### YOUR INSTRUCTIONS
Copy out all lines of the records in which the word "lane" appears.

### GIVEN RECORDS
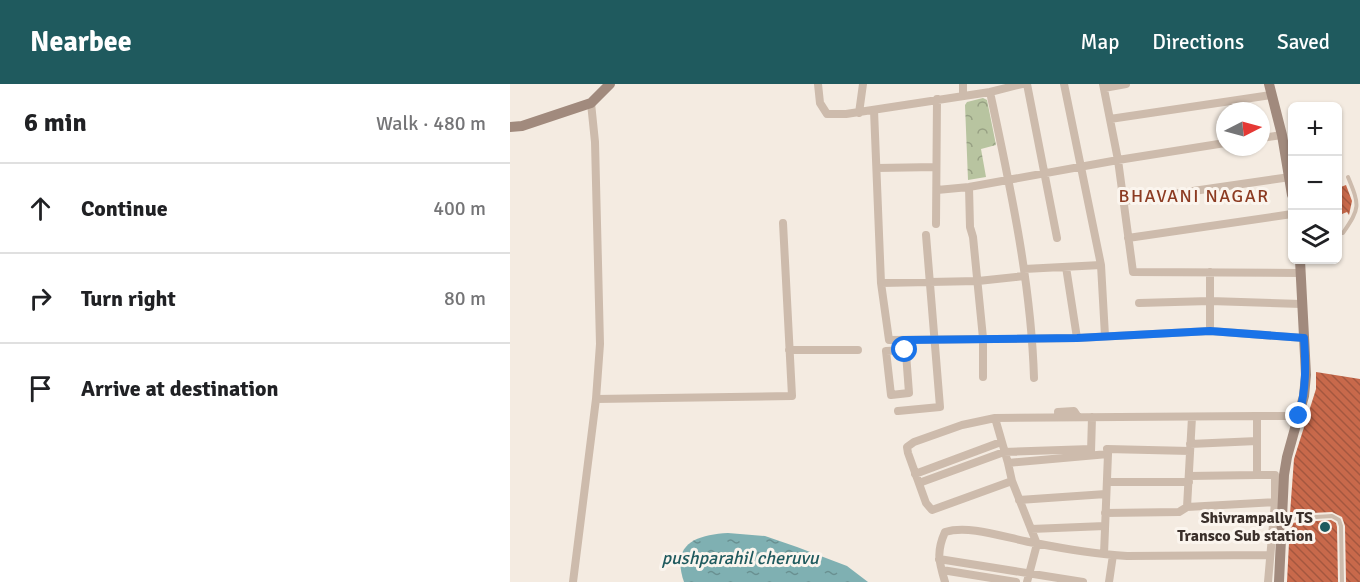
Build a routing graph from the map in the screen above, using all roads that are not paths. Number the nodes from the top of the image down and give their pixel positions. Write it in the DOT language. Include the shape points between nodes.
graph roads {
  1 [pos="610,84"];
  2 [pos="818,84"];
  3 [pos="863,84"];
  4 [pos="963,84"];
  5 [pos="1024,84"];
  6 [pos="1064,84"];
  7 [pos="1126,84"];
  8 [pos="1012,85"];
  9 [pos="1103,86"];
  10 [pos="1270,89"];
  11 [pos="990,92"];
  12 [pos="963,96"];
  13 [pos="937,99"];
  14 [pos="591,103"];
  15 [pos="874,110"];
  16 [pos="860,113"];
  17 [pos="1110,119"];
  18 [pos="510,127"];
  19 [pos="1282,135"];
  20 [pos="1270,137"];
  21 [pos="1216,144"];
  22 [pos="1118,160"];
  23 [pos="1288,166"];
  24 [pos="936,167"];
  25 [pos="1082,167"];
  26 [pos="877,168"];
  27 [pos="1044,175"];
  28 [pos="1288,177"];
  29 [pos="1348,177"];
  30 [pos="1009,181"];
  31 [pos="969,187"];
  32 [pos="937,190"];
  33 [pos="1124,201"];
  34 [pos="1288,215"];
  35 [pos="783,223"];
  36 [pos="936,224"];
  37 [pos="1342,233"];
  38 [pos="926,235"];
  39 [pos="1057,238"];
  40 [pos="1128,238"];
  41 [pos="1300,264"];
  42 [pos="1101,265"];
  43 [pos="1066,267"];
  44 [pos="1210,272"];
  45 [pos="1024,273"];
  46 [pos="1300,273"];
  47 [pos="930,281"];
  48 [pos="978,281"];
  49 [pos="881,283"];
  50 [pos="1210,302"];
  51 [pos="1139,303"];
  52 [pos="1301,304"];
  53 [pos="1210,331"];
  54 [pos="1105,336"];
  55 [pos="982,338"];
  56 [pos="1077,338"];
  57 [pos="1304,338"];
  58 [pos="1033,339"];
  59 [pos="905,340"];
  60 [pos="934,340"];
  61 [pos="789,350"];
  62 [pos="858,350"];
  63 [pos="905,350"];
  64 [pos="983,376"];
  65 [pos="1034,378"];
  66 [pos="596,399"];
  67 [pos="897,411"];
  68 [pos="1050,412"];
  69 [pos="1257,416"];
  70 [pos="1299,416"];
  71 [pos="994,417"];
  72 [pos="1078,417"];
  73 [pos="1092,417"];
  74 [pos="1192,417"];
  75 [pos="1257,441"];
  76 [pos="1001,442"];
  77 [pos="1190,447"];
  78 [pos="1004,452"];
  79 [pos="1091,452"];
  80 [pos="1108,454"];
  81 [pos="1008,463"];
  82 [pos="915,474"];
  83 [pos="1257,475"];
  84 [pos="1189,479"];
  85 [pos="1012,481"];
  86 [pos="1107,482"];
  87 [pos="919,483"];
  88 [pos="998,491"];
  89 [pos="1106,494"];
  90 [pos="973,496"];
  91 [pos="1019,500"];
  92 [pos="1275,502"];
  93 [pos="1187,507"];
  94 [pos="1105,513"];
  95 [pos="1105,526"];
  96 [pos="1031,529"];
  97 [pos="1278,529"];
  98 [pos="1036,544"];
  99 [pos="1104,554"];
  100 [pos="1113,555"];
  101 [pos="1269,555"];
  102 [pos="939,559"];
  103 [pos="942,570"];
  104 [pos="1028,578"];
  105 [pos="1047,579"];
  106 [pos="573,582"];
  107 [pos="945,582"];
  108 [pos="1016,582"];
  109 [pos="1083,582"];
  110 [pos="1109,582"];
  111 [pos="1268,582"];
  112 [pos="1279,582"];
  113 [pos="1342,582"];
  1 -- 14 [label="street"];
  2 -- 16 [label="street" via="820,104 827,114"];
  3 -- 16 [label="street"];
  4 -- 12 [label="street"];
  5 -- 8 [label="street"];
  5 -- 27 [label="street"];
  6 -- 25 [label="street"];
  7 -- 9 [label="street"];
  8 -- 11 [label="street"];
  9 -- 17 [label="street"];
  10 -- 17 [label="street"];
  10 -- 19 [label="street"];
  11 -- 12 [label="street"];
  11 -- 30 [label="street"];
  12 -- 13 [label="street"];
  13 -- 15 [label="street"];
  13 -- 24 [label="street"];
  14 -- 18 [label="street"];
  14 -- 66 [label="street" via="600,344"];
  15 -- 16 [label="street"];
  15 -- 26 [label="street"];
  17 -- 22 [label="street"];
  19 -- 20 [label="street"];
  19 -- 23 [label="street"];
  21 -- 22 [label="street"];
  22 -- 25 [label="street"];
  22 -- 33 [label="street"];
  24 -- 26 [label="street"];
  24 -- 32 [label="street"];
  25 -- 27 [label="street"];
  25 -- 42 [label="street"];
  26 -- 49 [label="street"];
  27 -- 30 [label="street"];
  27 -- 39 [label="street"];
  28 -- 33 [label="street"];
  29 -- 37 [label="lane" via="1360,202 1358,217"];
  30 -- 31 [label="street"];
  30 -- 45 [label="street"];
  31 -- 32 [label="street"];
  31 -- 48 [label="street"];
  32 -- 36 [label="street"];
  33 -- 40 [label="street"];
  34 -- 40 [label="street"];
  35 -- 61 [label="street"];
  38 -- 47 [label="street"];
  40 -- 44 [label="street" via="1133,272"];
  41 -- 46 [label="street"];
  42 -- 43 [label="street"];
  42 -- 54 [label="street"];
  43 -- 45 [label="street"];
  43 -- 56 [label="street"];
  44 -- 46 [label="street"];
  44 -- 50 [label="street"];
  45 -- 48 [label="street"];
  45 -- 58 [label="street"];
  46 -- 52 [label="street"];
  47 -- 48 [label="street"];
  47 -- 49 [label="street"];
  47 -- 60 [label="street"];
  48 -- 55 [label="street"];
  49 -- 59 [label="street" via="889,340"];
  50 -- 51 [label="street"];
  50 -- 52 [label="street"];
  50 -- 53 [label="street"];
  52 -- 57 [label="street"];
  53 -- 54 [label="street"];
  53 -- 57 [label="street"];
  54 -- 56 [label="street"];
  55 -- 58 [label="street"];
  55 -- 60 [label="street"];
  55 -- 64 [label="street"];
  56 -- 58 [label="street"];
  57 -- 70 [label="street" via="1306,375"];
  58 -- 65 [label="street"];
  59 -- 60 [label="street"];
  59 -- 63 [label="street"];
  60 -- 67 [label="street" via="940,407"];
  61 -- 62 [label="street"];
  61 -- 66 [label="street" via="792,396"];
  63 -- 63 [label="street" via="909,393 891,396 886,351"];
  66 -- 106 [label="street"];
  68 -- 72 [label="street" via="1074,411"];
  69 -- 70 [label="street"];
  69 -- 74 [label="street"];
  69 -- 75 [label="street"];
  70 -- 97 [label="street" via="1284,475"];
  71 -- 72 [label="street"];
  71 -- 76 [label="street"];
  71 -- 82 [label="street" via="907,447"];
  72 -- 73 [label="street"];
  73 -- 74 [label="street"];
  73 -- 79 [label="street"];
  74 -- 77 [label="street"];
  75 -- 77 [label="street"];
  75 -- 83 [label="street"];
  76 -- 78 [label="street"];
  76 -- 82 [label="street"];
  77 -- 80 [label="street" via="1107,449"];
  77 -- 84 [label="street"];
  78 -- 79 [label="street"];
  78 -- 81 [label="street"];
  78 -- 87 [label="street"];
  79 -- 80 [label="street"];
  79 -- 81 [label="street"];
  80 -- 86 [label="street"];
  81 -- 85 [label="street"];
  82 -- 87 [label="street"];
  83 -- 84 [label="street"];
  83 -- 92 [label="street" via="1275,474"];
  84 -- 86 [label="street"];
  84 -- 93 [label="street"];
  85 -- 90 [label="street"];
  85 -- 91 [label="street"];
  86 -- 89 [label="street"];
  87 -- 90 [label="street" via="933,510"];
  88 -- 90 [label="street" via="978,499"];
  89 -- 91 [label="street"];
  89 -- 94 [label="street"];
  91 -- 96 [label="street"];
  92 -- 93 [label="street"];
  92 -- 97 [label="street"];
  93 -- 94 [label="street" via="1179,512"];
  94 -- 95 [label="street"];
  95 -- 96 [label="street"];
  95 -- 99 [label="street"];
  96 -- 98 [label="street"];
  97 -- 101 [label="street"];
  97 -- 112 [label="street"];
  97 -- 113 [label="lane" via="1332,516 1339,520"];
  98 -- 99 [label="street"];
  98 -- 102 [label="street" via="954,529 945,532 939,545"];
  98 -- 104 [label="street"];
  99 -- 100 [label="street"];
  100 -- 101 [label="street"];
  100 -- 110 [label="street"];
  101 -- 111 [label="street"];
  102 -- 103 [label="street"];
  102 -- 104 [label="street"];
  103 -- 107 [label="street"];
  103 -- 108 [label="street"];
  104 -- 105 [label="street"];
  105 -- 109 [label="street"];
}
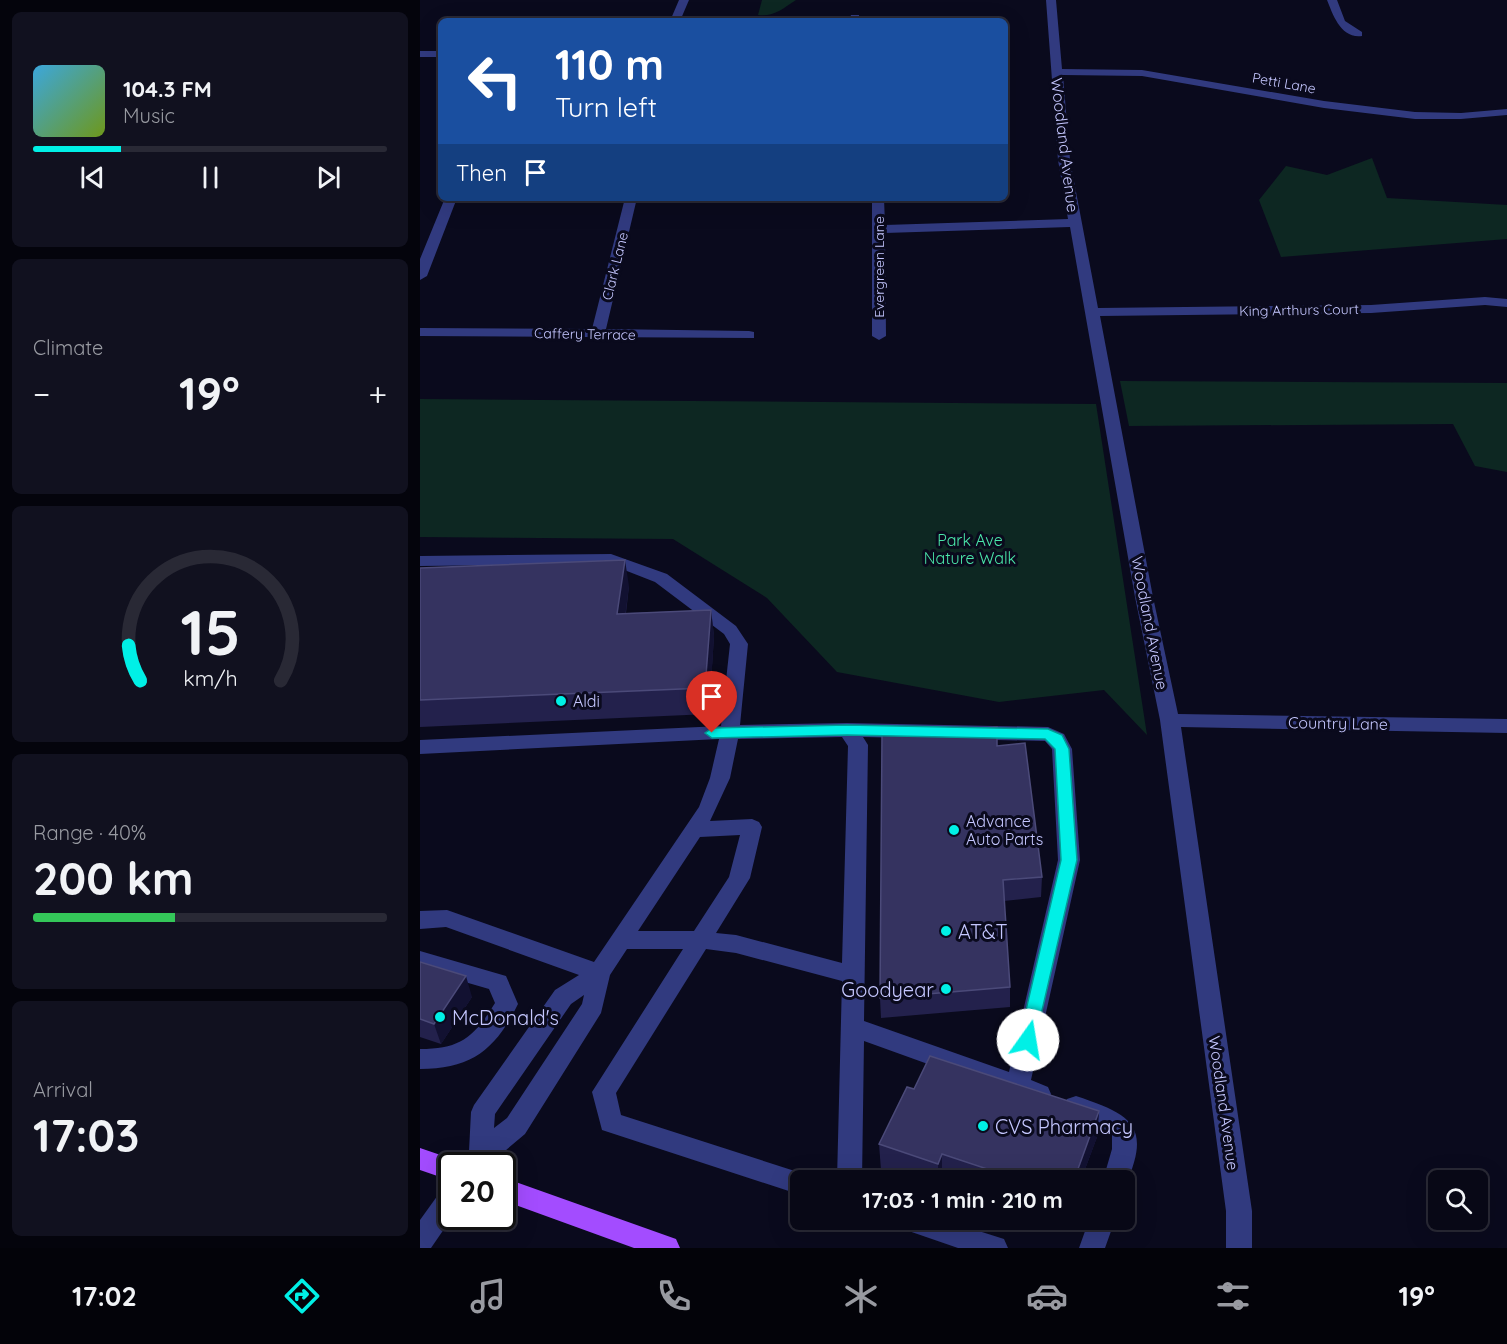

### TASK SOLUTION
  29 -- 37 [label="lane" via="1360,202 1358,217"];
  97 -- 113 [label="lane" via="1332,516 1339,520"];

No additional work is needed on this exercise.